In the listing below, find each line containing "dead" and report it.

Records to use -
□ □ □ □ □ □ □

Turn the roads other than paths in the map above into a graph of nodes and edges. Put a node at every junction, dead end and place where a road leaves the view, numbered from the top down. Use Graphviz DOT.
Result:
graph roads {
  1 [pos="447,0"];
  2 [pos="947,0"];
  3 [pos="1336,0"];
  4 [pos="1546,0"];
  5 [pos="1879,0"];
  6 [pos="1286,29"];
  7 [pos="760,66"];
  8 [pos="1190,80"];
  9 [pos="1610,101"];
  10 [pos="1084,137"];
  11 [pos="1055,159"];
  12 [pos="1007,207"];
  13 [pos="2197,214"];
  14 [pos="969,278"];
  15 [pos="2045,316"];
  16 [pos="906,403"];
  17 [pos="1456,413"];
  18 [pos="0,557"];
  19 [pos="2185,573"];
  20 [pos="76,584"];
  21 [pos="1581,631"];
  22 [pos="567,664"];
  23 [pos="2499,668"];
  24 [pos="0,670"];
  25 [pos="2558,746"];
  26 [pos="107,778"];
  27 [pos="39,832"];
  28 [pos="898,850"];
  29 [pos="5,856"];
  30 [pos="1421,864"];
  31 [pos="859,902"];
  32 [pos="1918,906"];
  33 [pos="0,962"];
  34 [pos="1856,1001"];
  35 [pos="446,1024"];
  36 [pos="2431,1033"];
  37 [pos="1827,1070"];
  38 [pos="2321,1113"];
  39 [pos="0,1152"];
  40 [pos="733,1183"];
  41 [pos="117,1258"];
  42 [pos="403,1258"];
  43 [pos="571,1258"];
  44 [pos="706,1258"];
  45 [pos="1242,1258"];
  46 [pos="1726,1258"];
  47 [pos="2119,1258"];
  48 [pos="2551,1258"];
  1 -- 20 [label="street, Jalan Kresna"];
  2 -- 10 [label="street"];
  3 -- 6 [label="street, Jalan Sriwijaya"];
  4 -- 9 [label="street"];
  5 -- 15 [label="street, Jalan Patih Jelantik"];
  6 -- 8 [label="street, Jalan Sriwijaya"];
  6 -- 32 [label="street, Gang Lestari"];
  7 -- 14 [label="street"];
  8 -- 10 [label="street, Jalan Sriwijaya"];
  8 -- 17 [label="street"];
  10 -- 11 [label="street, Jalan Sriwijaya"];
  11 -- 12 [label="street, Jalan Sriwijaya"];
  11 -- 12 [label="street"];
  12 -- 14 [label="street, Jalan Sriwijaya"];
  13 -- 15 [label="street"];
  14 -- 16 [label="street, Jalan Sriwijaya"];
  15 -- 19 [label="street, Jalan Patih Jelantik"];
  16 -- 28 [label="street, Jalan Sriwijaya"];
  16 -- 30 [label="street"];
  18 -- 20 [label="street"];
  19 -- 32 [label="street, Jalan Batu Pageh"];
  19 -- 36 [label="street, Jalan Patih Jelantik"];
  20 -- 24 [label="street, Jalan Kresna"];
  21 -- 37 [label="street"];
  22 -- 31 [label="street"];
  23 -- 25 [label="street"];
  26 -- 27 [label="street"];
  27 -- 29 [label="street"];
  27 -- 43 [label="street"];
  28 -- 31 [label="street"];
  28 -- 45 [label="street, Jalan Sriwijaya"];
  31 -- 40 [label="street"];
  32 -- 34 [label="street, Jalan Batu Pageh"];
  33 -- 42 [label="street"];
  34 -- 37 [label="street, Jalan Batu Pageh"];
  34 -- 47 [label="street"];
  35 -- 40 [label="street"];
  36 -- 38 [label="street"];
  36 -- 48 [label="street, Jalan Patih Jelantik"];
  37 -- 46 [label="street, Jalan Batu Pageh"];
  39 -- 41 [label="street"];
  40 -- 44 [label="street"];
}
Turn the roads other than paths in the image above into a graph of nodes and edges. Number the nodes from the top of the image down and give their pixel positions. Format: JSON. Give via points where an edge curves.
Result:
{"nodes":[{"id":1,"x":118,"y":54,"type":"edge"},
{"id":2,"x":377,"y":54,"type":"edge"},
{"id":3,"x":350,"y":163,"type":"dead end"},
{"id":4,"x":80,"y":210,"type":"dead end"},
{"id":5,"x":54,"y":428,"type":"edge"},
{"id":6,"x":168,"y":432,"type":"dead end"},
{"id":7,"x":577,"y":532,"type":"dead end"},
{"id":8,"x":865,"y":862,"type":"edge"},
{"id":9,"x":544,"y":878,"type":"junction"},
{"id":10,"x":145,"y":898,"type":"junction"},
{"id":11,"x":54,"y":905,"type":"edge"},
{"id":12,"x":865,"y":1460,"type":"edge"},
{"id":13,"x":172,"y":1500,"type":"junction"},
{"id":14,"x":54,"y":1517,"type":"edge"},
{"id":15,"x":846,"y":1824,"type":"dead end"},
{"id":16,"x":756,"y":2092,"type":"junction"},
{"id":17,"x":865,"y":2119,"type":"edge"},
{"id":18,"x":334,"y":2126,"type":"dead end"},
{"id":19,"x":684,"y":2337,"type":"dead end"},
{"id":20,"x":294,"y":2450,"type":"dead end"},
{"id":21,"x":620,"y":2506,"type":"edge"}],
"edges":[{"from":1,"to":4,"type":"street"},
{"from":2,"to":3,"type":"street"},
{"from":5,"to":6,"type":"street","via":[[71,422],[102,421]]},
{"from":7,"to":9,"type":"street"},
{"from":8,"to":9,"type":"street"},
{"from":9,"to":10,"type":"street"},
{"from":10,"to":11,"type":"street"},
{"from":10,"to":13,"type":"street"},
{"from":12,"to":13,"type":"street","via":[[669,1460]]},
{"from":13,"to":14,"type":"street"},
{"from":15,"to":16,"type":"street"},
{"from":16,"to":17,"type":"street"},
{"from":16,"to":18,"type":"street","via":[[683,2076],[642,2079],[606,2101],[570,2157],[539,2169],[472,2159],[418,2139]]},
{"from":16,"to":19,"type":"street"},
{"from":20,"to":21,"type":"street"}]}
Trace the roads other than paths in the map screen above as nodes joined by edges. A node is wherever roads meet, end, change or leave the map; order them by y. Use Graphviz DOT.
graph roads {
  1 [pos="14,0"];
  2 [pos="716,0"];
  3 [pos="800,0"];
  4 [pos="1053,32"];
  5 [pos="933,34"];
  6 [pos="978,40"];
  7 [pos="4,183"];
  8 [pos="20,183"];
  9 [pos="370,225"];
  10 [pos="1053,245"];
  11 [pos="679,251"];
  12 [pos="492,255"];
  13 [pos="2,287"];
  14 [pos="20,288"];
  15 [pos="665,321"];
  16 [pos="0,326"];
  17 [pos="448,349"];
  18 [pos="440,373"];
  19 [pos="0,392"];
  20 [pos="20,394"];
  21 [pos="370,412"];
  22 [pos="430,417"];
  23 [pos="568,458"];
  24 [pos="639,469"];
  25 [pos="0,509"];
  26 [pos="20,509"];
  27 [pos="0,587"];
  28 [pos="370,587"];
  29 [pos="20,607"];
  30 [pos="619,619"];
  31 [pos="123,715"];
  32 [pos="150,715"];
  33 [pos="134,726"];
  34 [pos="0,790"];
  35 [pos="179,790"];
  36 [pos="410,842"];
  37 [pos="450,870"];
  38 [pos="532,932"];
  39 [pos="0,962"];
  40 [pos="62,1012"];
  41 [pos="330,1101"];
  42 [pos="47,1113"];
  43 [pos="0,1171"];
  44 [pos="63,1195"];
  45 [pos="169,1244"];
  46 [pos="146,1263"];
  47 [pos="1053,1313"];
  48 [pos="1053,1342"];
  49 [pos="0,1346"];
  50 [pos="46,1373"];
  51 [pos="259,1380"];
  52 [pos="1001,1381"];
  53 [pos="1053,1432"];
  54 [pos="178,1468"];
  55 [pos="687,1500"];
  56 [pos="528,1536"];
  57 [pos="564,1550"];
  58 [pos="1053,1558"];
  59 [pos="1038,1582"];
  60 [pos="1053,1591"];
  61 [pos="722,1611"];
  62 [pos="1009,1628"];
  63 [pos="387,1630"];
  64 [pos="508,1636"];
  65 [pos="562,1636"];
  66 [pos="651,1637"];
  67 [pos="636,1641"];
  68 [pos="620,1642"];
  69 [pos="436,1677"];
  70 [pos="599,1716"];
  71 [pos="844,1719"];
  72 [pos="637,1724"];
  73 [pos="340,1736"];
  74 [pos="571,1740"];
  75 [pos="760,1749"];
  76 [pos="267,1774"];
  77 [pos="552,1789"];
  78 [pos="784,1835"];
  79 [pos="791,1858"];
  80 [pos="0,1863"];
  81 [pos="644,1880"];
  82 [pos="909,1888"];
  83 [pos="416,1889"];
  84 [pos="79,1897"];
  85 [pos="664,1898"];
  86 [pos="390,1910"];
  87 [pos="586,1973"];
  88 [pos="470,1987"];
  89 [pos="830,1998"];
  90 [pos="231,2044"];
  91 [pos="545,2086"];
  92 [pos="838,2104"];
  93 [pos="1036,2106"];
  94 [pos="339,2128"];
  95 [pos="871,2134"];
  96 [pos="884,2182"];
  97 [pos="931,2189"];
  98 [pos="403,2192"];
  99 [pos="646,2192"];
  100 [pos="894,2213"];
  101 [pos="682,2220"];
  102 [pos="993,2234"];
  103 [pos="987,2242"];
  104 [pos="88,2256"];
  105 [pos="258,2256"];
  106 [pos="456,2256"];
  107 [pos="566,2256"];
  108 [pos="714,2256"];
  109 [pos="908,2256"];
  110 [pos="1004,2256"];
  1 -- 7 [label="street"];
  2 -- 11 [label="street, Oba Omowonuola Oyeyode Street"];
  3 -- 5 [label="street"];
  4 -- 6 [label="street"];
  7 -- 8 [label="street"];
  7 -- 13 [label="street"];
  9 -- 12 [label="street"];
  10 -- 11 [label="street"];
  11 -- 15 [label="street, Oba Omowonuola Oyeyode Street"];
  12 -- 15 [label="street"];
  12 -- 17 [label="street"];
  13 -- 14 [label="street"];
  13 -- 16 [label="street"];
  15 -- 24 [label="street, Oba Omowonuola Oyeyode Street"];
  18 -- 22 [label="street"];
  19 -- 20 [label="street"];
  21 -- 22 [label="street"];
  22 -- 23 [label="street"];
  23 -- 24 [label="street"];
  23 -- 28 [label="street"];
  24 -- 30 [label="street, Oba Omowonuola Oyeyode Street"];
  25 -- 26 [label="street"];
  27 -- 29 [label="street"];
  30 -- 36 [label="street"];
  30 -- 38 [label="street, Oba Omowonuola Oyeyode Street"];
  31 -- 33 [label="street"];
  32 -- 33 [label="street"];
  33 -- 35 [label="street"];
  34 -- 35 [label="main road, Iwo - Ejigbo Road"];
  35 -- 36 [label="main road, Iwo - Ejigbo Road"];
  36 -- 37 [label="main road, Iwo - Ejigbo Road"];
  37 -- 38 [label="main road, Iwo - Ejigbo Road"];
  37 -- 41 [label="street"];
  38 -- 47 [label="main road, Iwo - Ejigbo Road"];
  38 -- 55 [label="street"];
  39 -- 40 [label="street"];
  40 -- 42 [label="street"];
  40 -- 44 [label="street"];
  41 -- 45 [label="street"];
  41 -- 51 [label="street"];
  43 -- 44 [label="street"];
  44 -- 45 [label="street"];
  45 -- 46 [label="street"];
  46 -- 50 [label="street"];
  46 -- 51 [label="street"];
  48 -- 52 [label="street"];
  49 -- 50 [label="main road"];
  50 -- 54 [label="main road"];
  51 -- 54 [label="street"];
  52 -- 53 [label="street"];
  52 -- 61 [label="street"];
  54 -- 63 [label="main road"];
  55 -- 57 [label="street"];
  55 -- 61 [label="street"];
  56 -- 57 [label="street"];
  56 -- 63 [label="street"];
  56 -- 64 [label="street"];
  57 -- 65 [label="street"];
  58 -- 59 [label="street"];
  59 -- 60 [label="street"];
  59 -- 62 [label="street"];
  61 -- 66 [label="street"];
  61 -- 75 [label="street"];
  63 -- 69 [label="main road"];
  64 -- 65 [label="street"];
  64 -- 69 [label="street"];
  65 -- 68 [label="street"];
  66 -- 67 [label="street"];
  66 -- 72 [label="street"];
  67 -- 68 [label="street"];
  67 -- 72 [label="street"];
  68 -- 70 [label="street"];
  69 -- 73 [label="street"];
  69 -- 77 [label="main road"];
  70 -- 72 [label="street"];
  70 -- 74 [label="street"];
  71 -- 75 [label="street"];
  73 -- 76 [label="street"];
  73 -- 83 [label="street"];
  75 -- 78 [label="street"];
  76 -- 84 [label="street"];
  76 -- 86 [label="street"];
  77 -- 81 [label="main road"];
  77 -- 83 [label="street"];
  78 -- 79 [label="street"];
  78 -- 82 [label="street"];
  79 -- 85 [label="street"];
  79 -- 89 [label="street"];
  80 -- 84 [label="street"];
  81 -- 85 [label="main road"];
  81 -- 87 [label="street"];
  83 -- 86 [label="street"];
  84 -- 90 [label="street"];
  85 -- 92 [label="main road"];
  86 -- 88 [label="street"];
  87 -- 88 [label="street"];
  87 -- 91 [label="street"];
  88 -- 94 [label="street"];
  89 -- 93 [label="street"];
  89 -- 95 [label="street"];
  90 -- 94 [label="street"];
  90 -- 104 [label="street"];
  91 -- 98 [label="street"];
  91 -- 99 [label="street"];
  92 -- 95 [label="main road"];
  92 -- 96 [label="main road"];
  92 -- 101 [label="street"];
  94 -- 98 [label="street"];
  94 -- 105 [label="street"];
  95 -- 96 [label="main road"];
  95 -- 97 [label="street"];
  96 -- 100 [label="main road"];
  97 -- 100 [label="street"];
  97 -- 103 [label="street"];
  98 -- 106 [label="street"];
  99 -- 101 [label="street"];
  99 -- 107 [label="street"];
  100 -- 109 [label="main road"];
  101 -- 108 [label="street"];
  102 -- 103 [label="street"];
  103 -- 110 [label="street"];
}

□ □ □ □ □ □ □

Task response -
Turn the roads other than paths in the map above into a graph of nodes and edges. Put a node at every junction, dead end and place where a road leaves the view, numbered from the top down. Use Graphviz DOT.
{"id":3,"x":350,"y":163,"type":"dead end"},
{"id":4,"x":80,"y":210,"type":"dead end"},
{"id":6,"x":168,"y":432,"type":"dead end"},
{"id":7,"x":577,"y":532,"type":"dead end"},
{"id":15,"x":846,"y":1824,"type":"dead end"},
{"id":18,"x":334,"y":2126,"type":"dead end"},
{"id":19,"x":684,"y":2337,"type":"dead end"},
{"id":20,"x":294,"y":2450,"type":"dead end"},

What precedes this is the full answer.